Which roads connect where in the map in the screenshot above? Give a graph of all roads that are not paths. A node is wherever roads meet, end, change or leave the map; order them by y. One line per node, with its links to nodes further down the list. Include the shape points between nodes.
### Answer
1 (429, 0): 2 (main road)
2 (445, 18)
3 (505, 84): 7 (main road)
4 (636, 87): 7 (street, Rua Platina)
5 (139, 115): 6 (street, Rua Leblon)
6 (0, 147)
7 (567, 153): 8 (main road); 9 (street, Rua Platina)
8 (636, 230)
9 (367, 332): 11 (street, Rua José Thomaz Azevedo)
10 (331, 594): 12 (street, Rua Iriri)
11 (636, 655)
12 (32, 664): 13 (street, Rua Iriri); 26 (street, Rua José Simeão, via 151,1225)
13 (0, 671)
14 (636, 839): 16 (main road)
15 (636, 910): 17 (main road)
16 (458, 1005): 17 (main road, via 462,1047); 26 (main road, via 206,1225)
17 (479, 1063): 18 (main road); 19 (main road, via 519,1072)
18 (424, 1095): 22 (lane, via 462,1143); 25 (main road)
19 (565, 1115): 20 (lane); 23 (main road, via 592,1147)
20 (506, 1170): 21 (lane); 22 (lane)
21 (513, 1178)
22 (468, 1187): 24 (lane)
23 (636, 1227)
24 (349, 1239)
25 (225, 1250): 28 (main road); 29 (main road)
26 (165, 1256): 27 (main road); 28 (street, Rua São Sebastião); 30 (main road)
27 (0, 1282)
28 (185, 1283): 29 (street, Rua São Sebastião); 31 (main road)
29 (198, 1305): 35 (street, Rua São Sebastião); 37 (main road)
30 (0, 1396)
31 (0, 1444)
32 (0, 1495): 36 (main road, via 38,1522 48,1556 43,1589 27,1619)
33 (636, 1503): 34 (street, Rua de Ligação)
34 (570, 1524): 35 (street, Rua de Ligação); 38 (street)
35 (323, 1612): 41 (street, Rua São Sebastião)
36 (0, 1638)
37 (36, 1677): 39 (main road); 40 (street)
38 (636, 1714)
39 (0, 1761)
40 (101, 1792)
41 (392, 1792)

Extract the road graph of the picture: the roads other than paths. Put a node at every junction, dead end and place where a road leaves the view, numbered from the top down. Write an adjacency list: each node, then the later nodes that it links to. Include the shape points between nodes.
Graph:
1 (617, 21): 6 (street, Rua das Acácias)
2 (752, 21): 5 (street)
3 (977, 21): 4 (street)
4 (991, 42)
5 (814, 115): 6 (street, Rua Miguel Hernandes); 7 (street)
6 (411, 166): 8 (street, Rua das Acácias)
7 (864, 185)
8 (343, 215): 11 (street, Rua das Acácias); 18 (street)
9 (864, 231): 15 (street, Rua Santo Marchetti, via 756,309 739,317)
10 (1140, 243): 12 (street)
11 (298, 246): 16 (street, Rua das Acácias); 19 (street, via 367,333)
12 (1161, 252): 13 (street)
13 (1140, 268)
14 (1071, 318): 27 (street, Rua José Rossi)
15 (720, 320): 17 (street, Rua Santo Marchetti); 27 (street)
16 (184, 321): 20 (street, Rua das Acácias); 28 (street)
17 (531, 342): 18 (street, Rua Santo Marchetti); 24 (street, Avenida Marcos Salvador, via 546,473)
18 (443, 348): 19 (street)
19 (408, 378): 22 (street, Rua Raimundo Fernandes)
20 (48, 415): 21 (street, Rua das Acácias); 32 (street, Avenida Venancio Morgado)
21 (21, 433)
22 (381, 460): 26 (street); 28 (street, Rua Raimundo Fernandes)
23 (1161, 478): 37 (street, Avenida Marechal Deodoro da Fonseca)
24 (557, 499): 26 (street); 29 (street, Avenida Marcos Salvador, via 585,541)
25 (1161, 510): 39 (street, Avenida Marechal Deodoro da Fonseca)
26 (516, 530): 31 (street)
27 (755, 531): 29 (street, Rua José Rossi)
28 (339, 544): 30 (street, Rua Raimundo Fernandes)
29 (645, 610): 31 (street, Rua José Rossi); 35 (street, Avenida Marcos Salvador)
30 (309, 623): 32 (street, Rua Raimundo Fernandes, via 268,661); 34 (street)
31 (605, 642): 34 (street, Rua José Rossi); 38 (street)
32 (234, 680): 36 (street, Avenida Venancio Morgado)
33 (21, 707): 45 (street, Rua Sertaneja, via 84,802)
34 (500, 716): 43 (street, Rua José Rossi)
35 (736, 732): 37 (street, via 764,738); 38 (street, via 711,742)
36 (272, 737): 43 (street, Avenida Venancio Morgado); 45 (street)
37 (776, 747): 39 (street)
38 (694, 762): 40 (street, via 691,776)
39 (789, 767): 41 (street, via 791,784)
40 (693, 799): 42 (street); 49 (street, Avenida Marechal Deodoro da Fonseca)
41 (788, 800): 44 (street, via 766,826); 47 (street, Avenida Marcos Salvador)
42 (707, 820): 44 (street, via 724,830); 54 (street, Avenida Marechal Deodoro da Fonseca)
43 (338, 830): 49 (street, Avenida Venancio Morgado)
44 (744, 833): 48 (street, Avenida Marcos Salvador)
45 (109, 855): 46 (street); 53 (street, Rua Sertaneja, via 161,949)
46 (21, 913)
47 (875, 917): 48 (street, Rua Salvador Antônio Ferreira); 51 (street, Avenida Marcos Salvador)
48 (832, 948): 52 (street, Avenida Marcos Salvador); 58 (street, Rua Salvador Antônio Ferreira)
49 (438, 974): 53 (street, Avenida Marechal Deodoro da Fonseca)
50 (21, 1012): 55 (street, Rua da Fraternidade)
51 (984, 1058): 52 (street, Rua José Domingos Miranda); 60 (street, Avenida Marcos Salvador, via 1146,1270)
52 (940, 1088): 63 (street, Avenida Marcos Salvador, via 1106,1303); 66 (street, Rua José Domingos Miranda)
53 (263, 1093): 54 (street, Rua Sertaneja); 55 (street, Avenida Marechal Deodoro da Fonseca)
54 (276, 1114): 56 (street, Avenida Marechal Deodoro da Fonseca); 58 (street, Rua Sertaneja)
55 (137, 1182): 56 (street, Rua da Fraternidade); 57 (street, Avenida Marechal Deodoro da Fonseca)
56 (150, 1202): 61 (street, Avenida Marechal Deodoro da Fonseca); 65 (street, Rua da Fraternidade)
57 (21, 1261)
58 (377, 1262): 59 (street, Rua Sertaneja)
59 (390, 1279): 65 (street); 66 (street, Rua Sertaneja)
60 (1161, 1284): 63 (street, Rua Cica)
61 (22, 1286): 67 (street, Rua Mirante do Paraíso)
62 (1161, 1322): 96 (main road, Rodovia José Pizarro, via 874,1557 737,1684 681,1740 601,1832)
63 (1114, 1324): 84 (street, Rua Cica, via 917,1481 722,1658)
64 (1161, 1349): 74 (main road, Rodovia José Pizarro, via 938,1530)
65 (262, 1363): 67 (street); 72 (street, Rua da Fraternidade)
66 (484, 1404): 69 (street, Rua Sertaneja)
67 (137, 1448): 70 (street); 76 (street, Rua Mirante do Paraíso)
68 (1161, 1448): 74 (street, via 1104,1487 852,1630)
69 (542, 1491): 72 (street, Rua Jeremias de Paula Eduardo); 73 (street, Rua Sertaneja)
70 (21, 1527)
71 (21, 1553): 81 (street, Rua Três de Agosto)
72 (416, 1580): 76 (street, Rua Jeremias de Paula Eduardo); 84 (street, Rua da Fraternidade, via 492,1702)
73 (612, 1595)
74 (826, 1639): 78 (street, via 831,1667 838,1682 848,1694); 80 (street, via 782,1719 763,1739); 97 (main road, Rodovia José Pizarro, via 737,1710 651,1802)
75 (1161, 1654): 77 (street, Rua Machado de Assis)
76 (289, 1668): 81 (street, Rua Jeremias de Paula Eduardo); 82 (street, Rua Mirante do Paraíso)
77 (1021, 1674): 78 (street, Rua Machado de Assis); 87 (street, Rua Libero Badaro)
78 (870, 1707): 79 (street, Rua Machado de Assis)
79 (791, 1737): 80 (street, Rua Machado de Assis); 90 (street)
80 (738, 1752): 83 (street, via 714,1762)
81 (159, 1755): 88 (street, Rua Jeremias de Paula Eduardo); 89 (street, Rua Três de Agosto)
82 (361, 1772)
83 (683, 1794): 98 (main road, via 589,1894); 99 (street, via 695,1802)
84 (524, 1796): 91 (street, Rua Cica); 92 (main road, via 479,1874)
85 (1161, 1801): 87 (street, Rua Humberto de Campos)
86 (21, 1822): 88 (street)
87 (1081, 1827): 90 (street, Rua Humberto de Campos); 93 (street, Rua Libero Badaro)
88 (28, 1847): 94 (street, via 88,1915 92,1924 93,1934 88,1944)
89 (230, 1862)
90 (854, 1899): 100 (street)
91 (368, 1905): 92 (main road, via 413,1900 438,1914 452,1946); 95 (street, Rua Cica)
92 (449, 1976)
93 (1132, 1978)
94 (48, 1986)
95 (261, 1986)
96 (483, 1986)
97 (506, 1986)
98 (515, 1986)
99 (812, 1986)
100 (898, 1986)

○ ○ ○ ○ ○

__Directions__: Whenever the word "Venancio" shows up in a line above, copy that line.

__Exercise response__:
20 (48, 415): 21 (street, Rua das Acácias); 32 (street, Avenida Venancio Morgado)
32 (234, 680): 36 (street, Avenida Venancio Morgado)
36 (272, 737): 43 (street, Avenida Venancio Morgado); 45 (street)
43 (338, 830): 49 (street, Avenida Venancio Morgado)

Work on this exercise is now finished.